Corona aid money could become basic income

Corona aid money could become basic income

Jair Bolsonaro with journalists © Thomas Milz (KNA)

Right-wing populist President Jair Messias Bolsonaro plans a generous social program for Brazil's poor. This could secure his re-election – and ruin state finances at the same time.

Universal basic income already exists in Brazil, at least according to Verfang. So far, however, there has been no accompanying law to make the benefits a reality. President Jair Messias Bolsonaro, of all people, who started out with neoliberal ideas, could now introduce a basic income via the detour of Corona aid. Millions of Brazilians, previously invisible to the state, could benefit.

There have been two surprising pieces of news recently. On the one hand, Bolsonaro's tarnished popularity recovered, especially among the poorest part of the population. In addition, Brazil suddenly recorded 13 million fewer poor people in July – a historic record, according to the think tank Fundacao Getulio Vargas (FGV). Behind both messages are the Corona relief funds, which are currently paid to 65 million Brazilians – about 40 percent of all adults.

Bolsonaro wants to maintain aid for the poor

"This is an artificial income that has surprisingly reduced poverty," explains economist Marcelo Neri, responsible for the FGV study, in an interview with the Catholic News Agency (KNA). "Actually, we would have expected that this would only prevent an increase in poverty." Without the Corona aid, the pandemic would have torn a 15 to 30 percent hole in the average income of a Brazilian worker. But thanks to the aid, income was 29 percent higher in June and as much as 34 percent higher in July than before, according to FGV.

Bolsonaro wants to keep this to guarantee his re-election at the end of 2022. For this, he throws his promises of a neoliberal revolution overboard. And neoliberal banker Paulo Guedes, his hitherto seemingly all-powerful finance and economy minister, perhaps right along with him. For in the face of empty coffers, Guedes slows down and preaches a leaner state.

"Renda Brasil" instead of "Bolsa Familia."

At the beginning of the pandemic, Guedes only wanted monthly aid of the equivalent of 30 euros per person. But Bolsonaro pushed through 90 euros. And instead of the original three monthly installments, he now wants an extension until the end of the year or even until 2021. Since maintaining the 90-euro rate would gobble up 6.4 percent of gross domestic product (GDP), the amount will likely be cut to a more "reasonable" 45 euros starting in September.

In the long term, Bolsonaro wants to transform the aid into a new social program to replace the current "Bolsa Familia" (family stipend) of his leftist predecessor Lula da Silva (2003-2010). "Bolsa Familia," which benefits some 40 million Brazilians, costs the state 0.5 percent of GDP. Bolsonaro's "Renda Brasil" (Brazil Income) with higher amounts and millions more families would likely be twice as expensive.
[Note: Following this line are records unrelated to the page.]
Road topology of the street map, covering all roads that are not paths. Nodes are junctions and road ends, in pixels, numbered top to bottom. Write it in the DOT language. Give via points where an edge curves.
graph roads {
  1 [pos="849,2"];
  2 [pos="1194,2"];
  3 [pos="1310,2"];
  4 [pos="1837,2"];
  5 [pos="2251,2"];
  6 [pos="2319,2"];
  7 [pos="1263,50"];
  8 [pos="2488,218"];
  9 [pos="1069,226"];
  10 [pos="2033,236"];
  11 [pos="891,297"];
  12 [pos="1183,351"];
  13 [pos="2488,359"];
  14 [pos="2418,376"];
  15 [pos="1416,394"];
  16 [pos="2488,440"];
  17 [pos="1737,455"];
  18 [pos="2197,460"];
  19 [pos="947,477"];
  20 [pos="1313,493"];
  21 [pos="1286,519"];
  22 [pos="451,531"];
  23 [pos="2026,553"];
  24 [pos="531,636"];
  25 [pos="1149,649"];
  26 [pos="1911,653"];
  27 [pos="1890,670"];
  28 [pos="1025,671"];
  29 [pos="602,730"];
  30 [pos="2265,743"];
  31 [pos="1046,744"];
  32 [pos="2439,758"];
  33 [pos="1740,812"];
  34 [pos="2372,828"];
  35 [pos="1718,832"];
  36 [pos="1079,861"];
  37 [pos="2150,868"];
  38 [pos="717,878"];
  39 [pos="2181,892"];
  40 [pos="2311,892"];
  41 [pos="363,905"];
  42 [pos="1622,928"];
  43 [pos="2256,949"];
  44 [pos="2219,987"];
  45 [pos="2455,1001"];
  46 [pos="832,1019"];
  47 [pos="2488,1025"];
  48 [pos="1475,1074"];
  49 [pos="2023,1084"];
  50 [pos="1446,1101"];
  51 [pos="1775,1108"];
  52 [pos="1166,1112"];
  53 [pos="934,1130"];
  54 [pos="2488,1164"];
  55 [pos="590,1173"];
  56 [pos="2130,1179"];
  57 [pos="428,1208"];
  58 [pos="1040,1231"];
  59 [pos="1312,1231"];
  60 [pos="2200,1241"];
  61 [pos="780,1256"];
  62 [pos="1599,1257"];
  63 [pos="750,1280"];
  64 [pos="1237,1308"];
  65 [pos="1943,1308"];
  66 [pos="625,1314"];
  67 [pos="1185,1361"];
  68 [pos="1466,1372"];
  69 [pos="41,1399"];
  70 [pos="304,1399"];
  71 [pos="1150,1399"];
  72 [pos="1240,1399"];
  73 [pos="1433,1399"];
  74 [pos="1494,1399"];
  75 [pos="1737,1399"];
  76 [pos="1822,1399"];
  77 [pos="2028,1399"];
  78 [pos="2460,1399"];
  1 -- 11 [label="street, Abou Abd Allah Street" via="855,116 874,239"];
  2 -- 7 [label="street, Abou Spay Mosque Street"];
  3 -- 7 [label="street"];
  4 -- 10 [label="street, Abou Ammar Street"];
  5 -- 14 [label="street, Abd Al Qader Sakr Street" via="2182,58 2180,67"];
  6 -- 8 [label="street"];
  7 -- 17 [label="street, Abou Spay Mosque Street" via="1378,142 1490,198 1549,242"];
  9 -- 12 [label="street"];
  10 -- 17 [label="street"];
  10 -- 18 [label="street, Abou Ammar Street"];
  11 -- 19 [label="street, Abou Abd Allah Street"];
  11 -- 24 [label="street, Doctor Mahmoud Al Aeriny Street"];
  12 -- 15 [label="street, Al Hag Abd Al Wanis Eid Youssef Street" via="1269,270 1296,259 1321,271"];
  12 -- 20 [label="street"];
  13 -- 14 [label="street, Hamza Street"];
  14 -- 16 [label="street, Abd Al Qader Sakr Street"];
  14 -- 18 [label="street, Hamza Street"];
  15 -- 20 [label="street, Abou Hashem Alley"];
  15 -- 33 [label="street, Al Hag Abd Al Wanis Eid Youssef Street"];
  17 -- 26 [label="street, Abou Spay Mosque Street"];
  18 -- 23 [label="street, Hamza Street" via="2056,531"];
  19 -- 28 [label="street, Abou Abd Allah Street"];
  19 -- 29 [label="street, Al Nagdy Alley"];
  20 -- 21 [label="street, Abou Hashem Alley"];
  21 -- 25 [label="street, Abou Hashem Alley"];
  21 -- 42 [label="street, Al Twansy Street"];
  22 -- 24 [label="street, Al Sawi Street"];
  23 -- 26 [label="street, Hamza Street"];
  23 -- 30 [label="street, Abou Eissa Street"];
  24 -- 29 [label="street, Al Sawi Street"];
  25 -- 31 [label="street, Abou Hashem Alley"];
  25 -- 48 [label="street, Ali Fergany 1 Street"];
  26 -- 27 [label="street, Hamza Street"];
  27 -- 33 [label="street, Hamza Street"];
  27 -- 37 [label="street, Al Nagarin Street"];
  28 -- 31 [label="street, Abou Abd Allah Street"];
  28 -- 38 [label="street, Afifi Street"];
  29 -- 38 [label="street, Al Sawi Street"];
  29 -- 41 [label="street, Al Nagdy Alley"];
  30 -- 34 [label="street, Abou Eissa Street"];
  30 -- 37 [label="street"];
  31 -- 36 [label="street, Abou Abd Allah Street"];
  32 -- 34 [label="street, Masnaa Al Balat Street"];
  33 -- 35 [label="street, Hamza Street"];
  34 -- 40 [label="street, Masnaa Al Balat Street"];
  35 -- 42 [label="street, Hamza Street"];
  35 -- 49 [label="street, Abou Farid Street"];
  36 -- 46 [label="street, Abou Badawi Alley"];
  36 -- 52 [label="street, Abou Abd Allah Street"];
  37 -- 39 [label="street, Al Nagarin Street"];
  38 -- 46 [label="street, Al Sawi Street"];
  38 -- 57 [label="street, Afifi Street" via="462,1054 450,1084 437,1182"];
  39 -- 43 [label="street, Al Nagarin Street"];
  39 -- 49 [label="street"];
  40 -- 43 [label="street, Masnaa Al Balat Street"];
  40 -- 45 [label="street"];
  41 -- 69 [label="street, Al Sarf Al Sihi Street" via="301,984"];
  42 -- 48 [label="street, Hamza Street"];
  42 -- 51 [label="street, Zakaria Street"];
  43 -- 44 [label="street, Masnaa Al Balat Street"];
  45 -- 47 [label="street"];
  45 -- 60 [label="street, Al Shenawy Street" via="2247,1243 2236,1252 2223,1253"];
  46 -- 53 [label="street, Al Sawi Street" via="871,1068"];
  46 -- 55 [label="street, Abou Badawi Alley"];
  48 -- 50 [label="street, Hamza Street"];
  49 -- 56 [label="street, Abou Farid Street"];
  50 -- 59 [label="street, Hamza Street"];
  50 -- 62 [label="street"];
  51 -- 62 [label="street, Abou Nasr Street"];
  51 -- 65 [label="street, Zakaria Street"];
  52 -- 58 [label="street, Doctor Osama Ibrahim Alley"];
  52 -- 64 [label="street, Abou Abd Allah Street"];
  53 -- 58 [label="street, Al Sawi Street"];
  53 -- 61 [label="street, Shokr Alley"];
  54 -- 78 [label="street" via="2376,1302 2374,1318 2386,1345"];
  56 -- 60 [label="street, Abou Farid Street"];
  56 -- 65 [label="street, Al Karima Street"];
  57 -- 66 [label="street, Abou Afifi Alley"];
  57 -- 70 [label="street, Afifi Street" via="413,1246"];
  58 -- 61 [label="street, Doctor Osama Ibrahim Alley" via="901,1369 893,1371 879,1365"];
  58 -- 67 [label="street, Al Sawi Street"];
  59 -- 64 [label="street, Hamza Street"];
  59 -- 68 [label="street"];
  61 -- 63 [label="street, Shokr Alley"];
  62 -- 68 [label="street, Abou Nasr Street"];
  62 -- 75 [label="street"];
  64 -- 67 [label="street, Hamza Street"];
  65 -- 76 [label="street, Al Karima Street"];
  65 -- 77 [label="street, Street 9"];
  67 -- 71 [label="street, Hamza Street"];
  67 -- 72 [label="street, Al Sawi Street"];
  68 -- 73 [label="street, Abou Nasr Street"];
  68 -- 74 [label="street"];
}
Bolsonaro has understood that "more state" cements his power.

Economy sees aid as positive

Even the business community, which was originally thrilled by Guedes' neoliberal shock, sees the state's spending spree as a positive thing. In poor areas, more money is currently in circulation than ever before thanks to Corona aid; consumption is rising. In some sub-states of the poor north and northeast, FGV found income increases of up to 120 percent.

Even cut amounts are likely to have a lasting positive effect, according to economist Neri. This is because the money pumped into the economy has already kick-started economic cycles. But how is "Renda Brasil" supposed to fit into the struggling budget, which is also capped by a spending brake? "A new program would have to be financed by cuts elsewhere – in other words, a redistribution from one pocket to the other."

"There's a big danger lurking there"

With local elections in November, Congress, along with Bolsonaro, is eyeing the votes of the poor; risk of unfunded promises looms large. The expansion of social benefits, possibly even in the direction of a universal basic income, would be financially irresponsible. "There is a great danger lurking there," said Neri.

On the other hand, the economic situation makes an expanded transfer program necessary. Because during the pandemic, for the first time ever, it was measured that more than half of the population was not in employment, either formal or informal, Neri said. "And this value continues to rise, as an effect of the pandemic." Without the aid, poverty would reach fatal heights.